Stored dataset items
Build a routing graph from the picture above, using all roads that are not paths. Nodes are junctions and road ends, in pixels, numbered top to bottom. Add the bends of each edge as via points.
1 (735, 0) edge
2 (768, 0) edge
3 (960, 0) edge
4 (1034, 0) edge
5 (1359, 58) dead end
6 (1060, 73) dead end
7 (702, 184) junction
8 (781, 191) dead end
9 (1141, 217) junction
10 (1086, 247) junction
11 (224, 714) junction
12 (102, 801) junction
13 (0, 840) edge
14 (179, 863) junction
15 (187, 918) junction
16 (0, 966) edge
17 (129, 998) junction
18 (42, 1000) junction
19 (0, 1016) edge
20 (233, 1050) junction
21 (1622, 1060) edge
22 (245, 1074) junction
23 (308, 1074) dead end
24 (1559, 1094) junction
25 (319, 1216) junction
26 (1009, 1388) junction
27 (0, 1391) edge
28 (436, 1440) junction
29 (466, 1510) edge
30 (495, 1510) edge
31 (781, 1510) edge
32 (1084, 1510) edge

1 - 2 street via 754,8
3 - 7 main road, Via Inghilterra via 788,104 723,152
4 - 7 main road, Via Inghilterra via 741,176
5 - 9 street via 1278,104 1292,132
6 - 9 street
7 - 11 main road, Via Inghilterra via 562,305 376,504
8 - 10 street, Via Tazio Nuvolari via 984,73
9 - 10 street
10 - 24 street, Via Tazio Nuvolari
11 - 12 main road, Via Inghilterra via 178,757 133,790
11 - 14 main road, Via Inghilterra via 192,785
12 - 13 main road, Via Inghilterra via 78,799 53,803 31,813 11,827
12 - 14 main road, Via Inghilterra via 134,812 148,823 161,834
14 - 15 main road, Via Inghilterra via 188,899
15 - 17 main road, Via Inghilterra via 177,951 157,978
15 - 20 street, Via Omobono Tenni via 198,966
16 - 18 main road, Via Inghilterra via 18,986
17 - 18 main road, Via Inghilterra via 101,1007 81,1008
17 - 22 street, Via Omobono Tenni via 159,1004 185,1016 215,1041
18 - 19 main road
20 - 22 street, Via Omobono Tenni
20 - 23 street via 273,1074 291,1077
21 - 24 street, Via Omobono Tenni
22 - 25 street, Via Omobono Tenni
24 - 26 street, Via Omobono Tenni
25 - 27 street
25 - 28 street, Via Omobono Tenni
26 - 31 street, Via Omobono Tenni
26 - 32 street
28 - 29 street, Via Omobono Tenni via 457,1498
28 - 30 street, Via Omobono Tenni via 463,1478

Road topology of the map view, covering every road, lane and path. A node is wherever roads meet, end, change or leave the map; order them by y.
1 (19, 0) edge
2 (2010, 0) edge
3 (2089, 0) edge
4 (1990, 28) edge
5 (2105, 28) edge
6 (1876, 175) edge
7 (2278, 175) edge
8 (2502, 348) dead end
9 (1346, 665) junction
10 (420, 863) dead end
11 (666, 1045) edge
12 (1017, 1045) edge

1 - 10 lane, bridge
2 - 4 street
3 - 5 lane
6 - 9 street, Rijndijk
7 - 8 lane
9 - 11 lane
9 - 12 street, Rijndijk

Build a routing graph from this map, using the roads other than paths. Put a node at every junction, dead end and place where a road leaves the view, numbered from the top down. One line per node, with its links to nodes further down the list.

WORK ITEM: Make an exact copy of every line from the one with "Road topology of" to the end of the data, with the first and last of those lines included.

ANSWER TO THIS PROBLEM:
Road topology of the map view, covering every road, lane and path. A node is wherever roads meet, end, change or leave the map; order them by y.
1 (19, 0) edge
2 (2010, 0) edge
3 (2089, 0) edge
4 (1990, 28) edge
5 (2105, 28) edge
6 (1876, 175) edge
7 (2278, 175) edge
8 (2502, 348) dead end
9 (1346, 665) junction
10 (420, 863) dead end
11 (666, 1045) edge
12 (1017, 1045) edge

1 - 10 lane, bridge
2 - 4 street
3 - 5 lane
6 - 9 street, Rijndijk
7 - 8 lane
9 - 11 lane
9 - 12 street, Rijndijk

Build a routing graph from this map, using the roads other than paths. Put a node at every junction, dead end and place where a road leaves the view, numbered from the top down. One line per node, with its links to nodes further down the list.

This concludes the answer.